How to calculate the likely size of an OLAP cube

问题

Does anyone know a method to use to get a rough size of an OLAP cube based on a star schema data warehouse. Something based on the number of dimensions, the number of records in the dimension tables and the number of fact records and finally the number of aggregations or distinct records etc..

The database I am looking at has a fact table of over 20 billion rows and a few dimension tables of 20 million, 70 million and 1.3 billion rows.

Thanks Nicholas

回答1:

I can see some roadblocks to creating this estimate.
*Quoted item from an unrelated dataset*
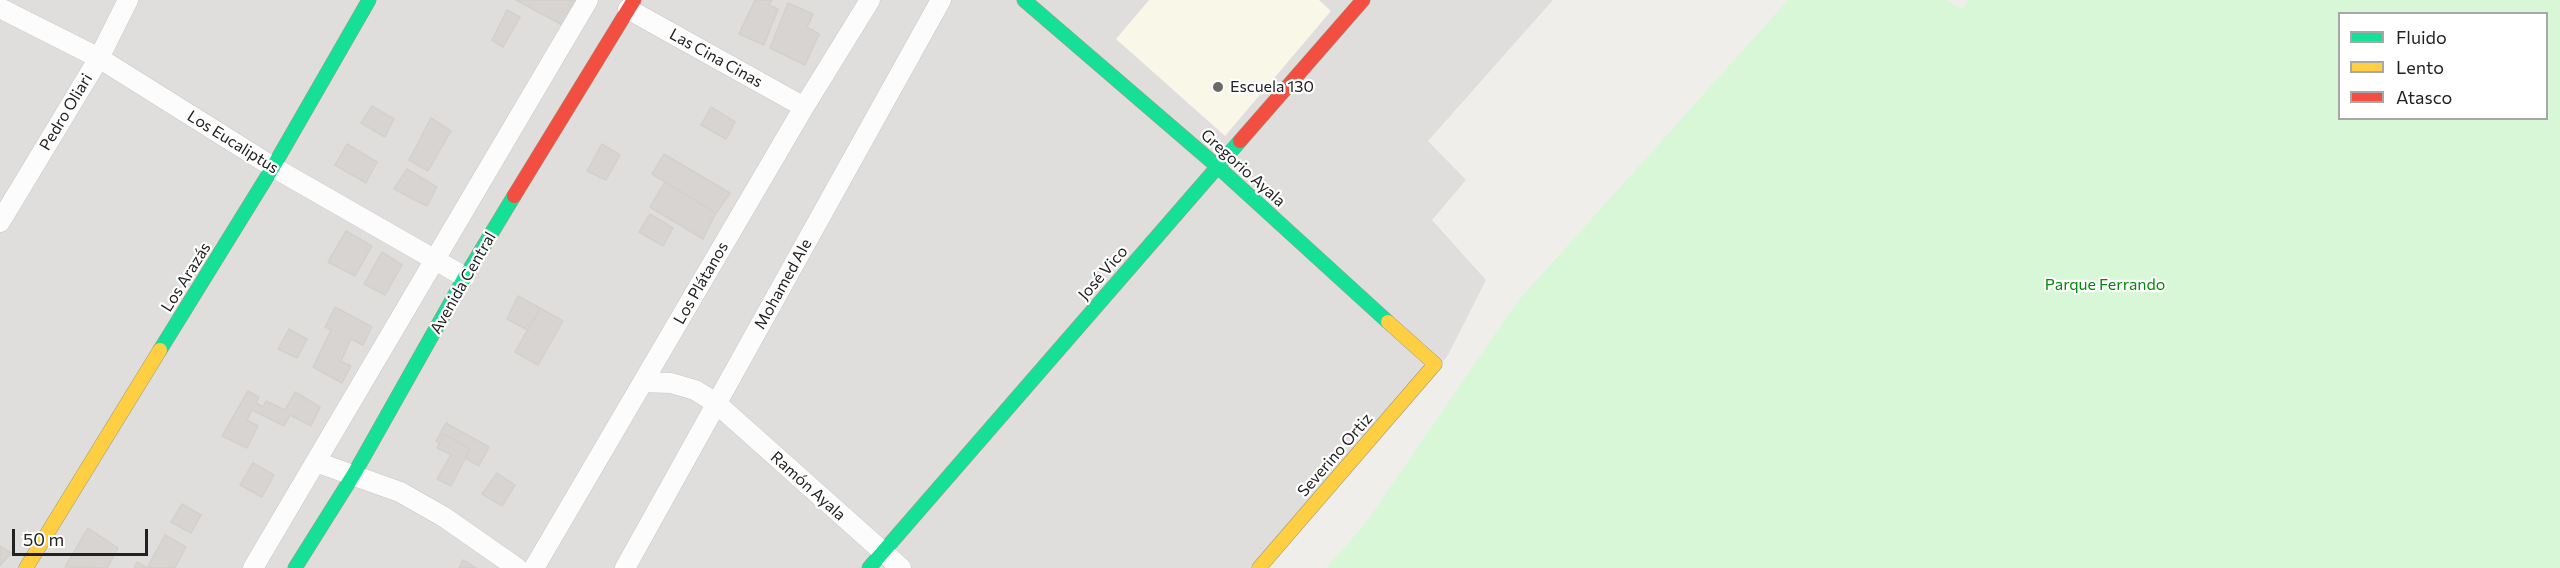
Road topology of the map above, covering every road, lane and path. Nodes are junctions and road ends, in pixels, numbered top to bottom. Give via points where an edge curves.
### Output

Knowing the row counts and cardinalities of the dimension tables in isolation isn't nearly as important as the relationships between them.

Imagine two low-cardinality dimensions with n and m unique values respectively. Caching OLAP aggregates over those dimensions produces anywhere from n + m values to n * m values depending on how closely the relationship resembles a pure bijection. Given only the information you provided, all you can say is you'll end up with fewer than 3.64 * 10^34 values, which is not very useful.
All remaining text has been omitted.